If a line of the data below contains the string "Chambéry", copy it into your answer.

START Provided data

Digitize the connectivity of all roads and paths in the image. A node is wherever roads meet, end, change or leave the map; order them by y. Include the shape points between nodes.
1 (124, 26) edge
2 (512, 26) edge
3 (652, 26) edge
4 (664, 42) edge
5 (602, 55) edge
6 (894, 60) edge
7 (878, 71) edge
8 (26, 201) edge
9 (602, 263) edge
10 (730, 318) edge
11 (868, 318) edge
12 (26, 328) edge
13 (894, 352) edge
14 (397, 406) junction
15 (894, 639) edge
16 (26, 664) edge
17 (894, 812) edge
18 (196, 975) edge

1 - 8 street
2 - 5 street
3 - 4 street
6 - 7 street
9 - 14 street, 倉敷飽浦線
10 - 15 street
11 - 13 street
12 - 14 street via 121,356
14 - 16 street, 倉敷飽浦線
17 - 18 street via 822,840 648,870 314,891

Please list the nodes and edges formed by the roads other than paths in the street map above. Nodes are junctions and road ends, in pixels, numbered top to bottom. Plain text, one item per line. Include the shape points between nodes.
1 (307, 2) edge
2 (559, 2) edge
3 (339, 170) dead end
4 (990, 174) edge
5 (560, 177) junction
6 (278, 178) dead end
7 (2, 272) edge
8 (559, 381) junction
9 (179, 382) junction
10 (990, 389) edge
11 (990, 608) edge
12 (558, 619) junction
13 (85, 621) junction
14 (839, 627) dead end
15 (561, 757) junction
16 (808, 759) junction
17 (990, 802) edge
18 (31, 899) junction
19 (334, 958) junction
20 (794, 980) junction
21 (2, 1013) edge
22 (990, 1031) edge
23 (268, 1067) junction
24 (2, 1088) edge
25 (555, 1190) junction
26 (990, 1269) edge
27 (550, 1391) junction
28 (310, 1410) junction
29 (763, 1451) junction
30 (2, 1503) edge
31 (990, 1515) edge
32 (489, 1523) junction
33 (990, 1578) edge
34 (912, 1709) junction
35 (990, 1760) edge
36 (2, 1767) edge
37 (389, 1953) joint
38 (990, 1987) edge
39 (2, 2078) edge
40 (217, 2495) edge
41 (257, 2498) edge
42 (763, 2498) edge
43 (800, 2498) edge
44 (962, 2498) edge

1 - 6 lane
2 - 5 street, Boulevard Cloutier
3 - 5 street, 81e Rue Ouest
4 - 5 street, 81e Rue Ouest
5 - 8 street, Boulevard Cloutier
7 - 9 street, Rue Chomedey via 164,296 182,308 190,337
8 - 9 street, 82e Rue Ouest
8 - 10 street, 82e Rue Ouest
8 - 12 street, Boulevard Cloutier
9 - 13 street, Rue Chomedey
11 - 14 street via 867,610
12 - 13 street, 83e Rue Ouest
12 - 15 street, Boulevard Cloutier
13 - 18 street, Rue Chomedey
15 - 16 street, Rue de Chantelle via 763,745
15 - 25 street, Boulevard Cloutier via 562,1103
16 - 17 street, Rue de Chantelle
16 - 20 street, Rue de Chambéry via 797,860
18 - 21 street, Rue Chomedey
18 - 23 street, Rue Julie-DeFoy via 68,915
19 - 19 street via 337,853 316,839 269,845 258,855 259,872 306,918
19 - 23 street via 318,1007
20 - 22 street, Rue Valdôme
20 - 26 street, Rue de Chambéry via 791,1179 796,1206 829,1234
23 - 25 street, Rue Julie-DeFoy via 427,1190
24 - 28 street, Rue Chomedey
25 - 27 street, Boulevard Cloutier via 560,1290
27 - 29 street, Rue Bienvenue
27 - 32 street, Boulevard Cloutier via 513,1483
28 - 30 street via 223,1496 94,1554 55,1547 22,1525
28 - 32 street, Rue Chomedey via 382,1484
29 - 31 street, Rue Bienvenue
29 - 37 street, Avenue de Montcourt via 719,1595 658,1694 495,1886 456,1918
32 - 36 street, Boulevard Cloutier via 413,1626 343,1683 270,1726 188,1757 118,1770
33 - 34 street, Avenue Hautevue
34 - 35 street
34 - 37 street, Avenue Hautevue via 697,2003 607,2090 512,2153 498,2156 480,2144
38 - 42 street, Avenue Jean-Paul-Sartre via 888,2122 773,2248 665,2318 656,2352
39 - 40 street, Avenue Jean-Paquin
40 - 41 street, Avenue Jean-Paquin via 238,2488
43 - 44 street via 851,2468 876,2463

END Provided data

Solution to this exercise ▸
16 - 20 street, Rue de Chambéry via 797,860
20 - 26 street, Rue de Chambéry via 791,1179 796,1206 829,1234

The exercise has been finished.